##### Source data #####

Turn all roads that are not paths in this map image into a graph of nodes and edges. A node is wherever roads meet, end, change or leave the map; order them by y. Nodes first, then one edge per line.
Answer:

#####
##### Source data #####

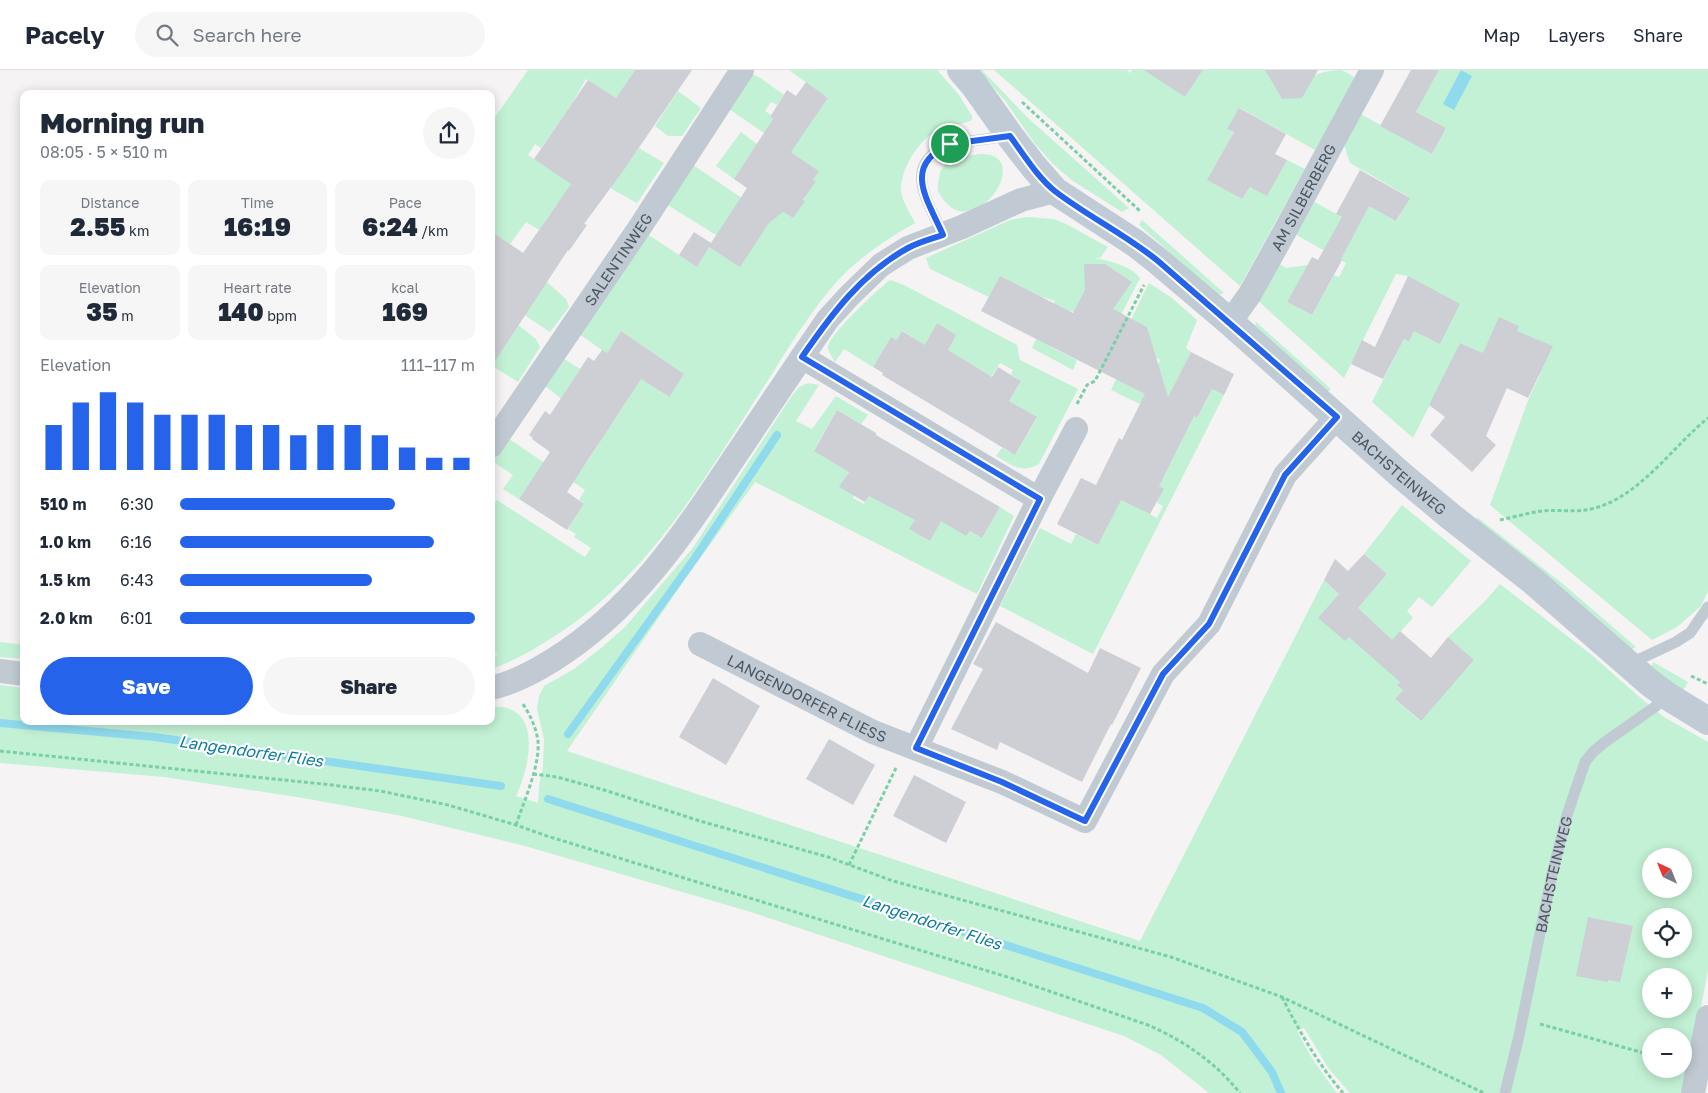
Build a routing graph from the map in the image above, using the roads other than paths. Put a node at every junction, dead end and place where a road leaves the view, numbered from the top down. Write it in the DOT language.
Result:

#####

__Aim of the exercise__:
Return all lines from the data that include the string "paths".

__Expected output__:
Turn all roads that are not paths in this map image into a graph of nodes and edges. A node is wherever roads meet, end, change or leave the map; order them by y. Nodes first, then one edge per line.
Build a routing graph from the map in the image above, using the roads other than paths. Put a node at every junction, dead end and place where a road leaves the view, numbered from the top down. Write it in the DOT language.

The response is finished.